Your goal: Give only the number of lines below that contain the word "Rəhman".

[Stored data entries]
○ ○ ○ ○ ○ ○ ○

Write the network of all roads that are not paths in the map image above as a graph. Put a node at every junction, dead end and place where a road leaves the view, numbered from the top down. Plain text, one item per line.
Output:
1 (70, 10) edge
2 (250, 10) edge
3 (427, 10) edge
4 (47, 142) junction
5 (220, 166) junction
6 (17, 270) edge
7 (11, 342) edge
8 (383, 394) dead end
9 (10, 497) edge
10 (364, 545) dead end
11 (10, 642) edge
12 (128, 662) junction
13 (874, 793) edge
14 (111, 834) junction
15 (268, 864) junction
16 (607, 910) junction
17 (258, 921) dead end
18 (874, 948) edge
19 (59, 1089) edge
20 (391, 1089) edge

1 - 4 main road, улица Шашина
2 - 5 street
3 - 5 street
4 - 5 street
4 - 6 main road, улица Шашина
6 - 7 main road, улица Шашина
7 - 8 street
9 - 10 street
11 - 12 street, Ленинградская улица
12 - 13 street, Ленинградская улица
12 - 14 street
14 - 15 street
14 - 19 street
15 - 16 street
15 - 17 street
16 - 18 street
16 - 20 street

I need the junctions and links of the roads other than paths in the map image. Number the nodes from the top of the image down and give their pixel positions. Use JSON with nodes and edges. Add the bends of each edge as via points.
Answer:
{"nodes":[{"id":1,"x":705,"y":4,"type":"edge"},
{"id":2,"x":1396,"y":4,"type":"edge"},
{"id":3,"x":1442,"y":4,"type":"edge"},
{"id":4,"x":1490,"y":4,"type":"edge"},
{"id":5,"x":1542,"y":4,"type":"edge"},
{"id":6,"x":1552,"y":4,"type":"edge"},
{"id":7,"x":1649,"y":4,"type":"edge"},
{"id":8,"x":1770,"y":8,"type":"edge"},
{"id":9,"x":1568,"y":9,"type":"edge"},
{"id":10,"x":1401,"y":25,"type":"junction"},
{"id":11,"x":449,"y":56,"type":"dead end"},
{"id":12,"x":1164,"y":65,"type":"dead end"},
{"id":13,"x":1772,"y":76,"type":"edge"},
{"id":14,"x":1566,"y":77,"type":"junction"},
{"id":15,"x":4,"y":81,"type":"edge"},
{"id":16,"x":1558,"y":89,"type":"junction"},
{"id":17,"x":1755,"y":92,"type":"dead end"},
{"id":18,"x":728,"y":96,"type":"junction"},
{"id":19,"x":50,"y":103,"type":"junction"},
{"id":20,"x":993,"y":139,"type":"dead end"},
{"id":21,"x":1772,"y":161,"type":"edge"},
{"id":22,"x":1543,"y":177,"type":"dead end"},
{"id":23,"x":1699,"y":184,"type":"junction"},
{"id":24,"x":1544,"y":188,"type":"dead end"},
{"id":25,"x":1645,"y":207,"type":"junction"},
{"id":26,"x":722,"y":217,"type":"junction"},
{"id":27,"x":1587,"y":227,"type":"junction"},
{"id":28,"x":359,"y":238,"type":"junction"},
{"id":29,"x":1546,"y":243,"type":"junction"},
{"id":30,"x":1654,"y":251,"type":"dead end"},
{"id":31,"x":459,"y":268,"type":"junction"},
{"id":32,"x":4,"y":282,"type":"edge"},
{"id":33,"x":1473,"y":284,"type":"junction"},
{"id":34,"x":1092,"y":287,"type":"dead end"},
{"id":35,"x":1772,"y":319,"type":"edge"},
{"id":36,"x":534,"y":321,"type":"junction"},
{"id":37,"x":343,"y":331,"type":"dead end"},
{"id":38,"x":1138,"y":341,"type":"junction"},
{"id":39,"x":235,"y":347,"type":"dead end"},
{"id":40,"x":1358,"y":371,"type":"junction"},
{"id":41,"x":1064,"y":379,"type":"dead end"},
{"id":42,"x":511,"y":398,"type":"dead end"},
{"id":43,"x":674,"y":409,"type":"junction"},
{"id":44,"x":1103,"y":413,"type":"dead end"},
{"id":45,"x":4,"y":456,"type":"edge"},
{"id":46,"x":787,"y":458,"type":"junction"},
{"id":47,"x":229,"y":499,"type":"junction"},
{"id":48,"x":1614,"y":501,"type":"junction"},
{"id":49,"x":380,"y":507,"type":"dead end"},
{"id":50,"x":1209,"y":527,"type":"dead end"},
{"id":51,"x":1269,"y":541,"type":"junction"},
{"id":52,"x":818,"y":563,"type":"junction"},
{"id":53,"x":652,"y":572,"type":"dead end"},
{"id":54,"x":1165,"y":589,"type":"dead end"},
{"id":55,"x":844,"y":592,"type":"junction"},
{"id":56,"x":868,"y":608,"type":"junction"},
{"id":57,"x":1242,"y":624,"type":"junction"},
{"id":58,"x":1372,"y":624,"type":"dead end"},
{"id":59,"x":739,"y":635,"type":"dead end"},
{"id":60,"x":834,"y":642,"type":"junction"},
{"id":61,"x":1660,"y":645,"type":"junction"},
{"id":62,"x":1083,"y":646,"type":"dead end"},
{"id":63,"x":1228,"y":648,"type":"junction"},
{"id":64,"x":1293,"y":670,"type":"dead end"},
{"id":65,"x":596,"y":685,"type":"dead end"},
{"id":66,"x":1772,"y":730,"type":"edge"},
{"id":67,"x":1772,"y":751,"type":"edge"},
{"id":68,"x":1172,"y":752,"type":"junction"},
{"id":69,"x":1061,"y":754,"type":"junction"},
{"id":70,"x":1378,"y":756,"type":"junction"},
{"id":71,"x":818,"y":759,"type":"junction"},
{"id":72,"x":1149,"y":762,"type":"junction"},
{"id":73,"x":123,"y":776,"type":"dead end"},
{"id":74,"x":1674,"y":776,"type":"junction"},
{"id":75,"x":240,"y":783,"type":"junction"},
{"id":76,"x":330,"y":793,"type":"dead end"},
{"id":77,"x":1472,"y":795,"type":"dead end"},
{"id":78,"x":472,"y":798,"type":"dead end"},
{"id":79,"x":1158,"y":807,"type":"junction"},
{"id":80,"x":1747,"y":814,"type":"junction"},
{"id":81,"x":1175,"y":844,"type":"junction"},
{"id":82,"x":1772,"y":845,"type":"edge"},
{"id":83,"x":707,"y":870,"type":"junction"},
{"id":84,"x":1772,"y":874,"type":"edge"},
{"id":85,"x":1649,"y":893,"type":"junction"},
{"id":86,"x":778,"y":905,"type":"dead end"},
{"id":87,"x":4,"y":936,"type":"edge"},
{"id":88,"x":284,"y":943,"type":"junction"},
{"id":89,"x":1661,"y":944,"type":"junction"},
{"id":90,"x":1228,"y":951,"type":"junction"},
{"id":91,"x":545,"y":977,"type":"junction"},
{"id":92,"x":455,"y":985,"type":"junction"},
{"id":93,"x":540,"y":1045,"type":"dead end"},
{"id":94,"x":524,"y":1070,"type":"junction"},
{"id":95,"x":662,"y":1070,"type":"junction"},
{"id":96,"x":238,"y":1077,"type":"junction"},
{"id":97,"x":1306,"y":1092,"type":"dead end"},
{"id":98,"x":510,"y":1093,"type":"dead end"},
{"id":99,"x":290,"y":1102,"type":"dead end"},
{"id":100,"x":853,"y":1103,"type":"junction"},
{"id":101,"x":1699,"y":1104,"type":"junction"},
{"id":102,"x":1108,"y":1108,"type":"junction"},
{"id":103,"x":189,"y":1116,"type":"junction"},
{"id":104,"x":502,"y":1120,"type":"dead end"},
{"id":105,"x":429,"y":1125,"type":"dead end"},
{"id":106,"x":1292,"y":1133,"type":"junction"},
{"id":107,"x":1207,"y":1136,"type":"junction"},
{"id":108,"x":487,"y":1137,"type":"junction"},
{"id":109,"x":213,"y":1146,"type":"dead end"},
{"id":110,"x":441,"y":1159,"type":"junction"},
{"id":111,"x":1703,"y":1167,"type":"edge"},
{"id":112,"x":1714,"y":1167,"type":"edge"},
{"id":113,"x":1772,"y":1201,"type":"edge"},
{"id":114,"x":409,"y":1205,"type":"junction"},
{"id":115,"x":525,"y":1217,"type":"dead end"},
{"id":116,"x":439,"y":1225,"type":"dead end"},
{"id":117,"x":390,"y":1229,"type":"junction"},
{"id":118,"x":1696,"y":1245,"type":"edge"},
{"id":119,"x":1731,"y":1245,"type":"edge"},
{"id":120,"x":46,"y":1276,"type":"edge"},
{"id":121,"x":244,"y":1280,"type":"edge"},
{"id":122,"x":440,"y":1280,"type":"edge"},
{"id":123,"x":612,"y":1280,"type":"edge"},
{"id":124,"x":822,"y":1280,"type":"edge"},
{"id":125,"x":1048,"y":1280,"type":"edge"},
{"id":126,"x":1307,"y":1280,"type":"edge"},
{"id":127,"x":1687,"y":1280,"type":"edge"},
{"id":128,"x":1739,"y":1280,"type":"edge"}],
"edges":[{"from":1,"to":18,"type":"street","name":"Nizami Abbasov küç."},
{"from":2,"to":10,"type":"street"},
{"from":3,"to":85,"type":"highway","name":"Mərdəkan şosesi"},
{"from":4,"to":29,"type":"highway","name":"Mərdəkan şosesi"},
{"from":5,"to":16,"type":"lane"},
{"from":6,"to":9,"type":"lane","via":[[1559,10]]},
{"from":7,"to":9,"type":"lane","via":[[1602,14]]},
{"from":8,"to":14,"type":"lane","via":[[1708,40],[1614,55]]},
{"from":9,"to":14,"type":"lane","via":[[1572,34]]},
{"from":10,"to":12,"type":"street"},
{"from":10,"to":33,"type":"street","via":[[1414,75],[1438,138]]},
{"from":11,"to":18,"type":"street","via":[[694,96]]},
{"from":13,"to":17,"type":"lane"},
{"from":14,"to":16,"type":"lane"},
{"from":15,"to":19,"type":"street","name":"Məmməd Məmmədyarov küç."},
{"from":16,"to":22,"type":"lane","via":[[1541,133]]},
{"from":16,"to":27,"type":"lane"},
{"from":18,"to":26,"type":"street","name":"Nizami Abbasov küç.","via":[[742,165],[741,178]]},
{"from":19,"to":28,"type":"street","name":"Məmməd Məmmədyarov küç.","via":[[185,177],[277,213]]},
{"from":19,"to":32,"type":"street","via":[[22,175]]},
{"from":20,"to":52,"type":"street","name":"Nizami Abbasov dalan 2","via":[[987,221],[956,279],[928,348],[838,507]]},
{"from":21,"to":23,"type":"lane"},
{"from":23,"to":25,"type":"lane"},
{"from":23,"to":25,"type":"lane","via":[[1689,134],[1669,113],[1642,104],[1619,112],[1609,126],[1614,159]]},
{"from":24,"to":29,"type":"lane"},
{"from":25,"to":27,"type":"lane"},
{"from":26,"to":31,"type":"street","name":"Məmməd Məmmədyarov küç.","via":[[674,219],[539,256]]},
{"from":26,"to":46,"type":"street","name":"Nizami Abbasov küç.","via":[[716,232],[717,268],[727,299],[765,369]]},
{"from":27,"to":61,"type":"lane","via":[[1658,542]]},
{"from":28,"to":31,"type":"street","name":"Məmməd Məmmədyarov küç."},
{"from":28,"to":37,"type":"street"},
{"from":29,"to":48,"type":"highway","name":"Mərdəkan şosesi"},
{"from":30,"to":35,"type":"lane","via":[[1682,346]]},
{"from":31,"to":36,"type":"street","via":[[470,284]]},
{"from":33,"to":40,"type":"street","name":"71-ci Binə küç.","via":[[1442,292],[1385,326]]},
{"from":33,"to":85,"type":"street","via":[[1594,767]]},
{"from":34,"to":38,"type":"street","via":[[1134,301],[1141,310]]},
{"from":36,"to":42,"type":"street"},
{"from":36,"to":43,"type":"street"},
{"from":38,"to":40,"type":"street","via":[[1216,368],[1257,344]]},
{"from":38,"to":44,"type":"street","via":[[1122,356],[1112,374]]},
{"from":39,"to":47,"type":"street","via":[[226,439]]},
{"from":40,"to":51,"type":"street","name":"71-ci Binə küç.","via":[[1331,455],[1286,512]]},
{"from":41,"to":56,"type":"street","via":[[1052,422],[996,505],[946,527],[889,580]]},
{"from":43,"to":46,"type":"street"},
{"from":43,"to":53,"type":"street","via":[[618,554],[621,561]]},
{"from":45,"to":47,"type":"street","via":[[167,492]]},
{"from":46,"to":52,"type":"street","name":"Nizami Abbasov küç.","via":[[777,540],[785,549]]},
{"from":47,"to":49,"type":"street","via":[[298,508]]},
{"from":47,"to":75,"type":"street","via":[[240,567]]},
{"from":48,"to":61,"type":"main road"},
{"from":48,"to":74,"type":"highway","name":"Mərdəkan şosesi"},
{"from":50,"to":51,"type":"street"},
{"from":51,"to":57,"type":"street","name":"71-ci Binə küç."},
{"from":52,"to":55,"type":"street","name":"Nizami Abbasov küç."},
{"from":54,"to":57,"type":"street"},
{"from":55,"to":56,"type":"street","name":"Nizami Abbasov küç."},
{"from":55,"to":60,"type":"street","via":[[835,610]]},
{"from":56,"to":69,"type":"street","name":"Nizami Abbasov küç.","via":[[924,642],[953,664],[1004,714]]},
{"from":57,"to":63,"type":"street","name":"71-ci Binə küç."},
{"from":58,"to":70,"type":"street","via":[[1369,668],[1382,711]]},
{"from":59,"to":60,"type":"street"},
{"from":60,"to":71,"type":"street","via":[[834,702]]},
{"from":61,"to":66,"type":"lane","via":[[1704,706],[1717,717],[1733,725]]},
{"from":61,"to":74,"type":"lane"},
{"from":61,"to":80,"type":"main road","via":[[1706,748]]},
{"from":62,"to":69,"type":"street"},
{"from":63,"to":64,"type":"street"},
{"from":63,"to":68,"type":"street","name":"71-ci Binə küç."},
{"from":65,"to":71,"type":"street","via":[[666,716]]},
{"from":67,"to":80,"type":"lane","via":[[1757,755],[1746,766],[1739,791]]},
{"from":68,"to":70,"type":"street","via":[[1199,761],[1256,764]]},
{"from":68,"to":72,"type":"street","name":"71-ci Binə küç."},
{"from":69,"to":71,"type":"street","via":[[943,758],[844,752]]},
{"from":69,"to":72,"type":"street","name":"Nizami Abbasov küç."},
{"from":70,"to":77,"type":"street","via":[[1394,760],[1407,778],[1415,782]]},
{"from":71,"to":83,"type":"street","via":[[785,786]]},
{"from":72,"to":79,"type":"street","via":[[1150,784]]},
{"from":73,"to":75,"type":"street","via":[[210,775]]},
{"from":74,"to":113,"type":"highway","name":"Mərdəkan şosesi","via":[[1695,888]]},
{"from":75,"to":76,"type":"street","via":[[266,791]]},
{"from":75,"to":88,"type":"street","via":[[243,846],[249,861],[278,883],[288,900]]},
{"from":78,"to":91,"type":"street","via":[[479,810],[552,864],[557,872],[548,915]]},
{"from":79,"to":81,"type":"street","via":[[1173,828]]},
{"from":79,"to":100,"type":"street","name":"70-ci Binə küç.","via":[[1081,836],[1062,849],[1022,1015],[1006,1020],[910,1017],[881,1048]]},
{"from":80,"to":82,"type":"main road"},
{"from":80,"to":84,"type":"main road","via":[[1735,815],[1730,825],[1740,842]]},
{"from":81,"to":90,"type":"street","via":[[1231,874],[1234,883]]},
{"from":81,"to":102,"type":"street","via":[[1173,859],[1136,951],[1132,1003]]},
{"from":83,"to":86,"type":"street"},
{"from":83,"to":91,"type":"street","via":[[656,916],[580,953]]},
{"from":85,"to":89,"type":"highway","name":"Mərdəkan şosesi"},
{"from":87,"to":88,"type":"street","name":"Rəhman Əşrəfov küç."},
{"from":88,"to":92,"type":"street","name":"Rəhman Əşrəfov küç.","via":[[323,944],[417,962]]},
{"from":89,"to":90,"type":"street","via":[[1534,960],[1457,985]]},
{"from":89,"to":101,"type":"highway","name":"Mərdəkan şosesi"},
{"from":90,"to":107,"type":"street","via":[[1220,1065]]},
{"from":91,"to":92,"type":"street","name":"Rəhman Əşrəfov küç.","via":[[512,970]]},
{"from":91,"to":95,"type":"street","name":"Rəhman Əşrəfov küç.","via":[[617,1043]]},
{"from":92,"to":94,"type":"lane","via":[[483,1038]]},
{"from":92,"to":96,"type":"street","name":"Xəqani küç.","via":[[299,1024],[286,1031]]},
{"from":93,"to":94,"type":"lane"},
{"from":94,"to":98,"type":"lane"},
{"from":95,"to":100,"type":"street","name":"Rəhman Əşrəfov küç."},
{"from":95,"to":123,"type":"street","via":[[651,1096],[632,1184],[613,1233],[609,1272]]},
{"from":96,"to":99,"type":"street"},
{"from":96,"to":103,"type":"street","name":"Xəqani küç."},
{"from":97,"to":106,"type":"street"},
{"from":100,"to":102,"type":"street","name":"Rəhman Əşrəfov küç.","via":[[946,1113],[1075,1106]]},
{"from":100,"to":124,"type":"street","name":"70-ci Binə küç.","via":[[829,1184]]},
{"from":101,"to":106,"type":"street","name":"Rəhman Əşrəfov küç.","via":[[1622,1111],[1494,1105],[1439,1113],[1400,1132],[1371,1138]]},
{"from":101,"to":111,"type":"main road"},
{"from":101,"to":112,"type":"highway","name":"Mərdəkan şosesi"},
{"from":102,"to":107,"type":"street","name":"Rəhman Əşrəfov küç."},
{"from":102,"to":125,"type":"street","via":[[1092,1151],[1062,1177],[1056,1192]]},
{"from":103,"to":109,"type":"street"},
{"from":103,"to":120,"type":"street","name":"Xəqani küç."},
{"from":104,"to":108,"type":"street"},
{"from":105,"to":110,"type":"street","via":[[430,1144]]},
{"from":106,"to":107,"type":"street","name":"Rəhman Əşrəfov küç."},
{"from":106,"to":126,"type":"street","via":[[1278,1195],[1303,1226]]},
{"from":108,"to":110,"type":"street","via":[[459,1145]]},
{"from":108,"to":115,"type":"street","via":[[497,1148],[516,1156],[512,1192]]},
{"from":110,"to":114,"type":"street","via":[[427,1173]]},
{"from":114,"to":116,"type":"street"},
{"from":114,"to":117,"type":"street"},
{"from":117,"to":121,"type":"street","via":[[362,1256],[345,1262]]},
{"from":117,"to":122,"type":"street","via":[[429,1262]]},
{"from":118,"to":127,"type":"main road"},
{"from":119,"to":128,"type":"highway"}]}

○ ○ ○ ○ ○ ○ ○

Response: 9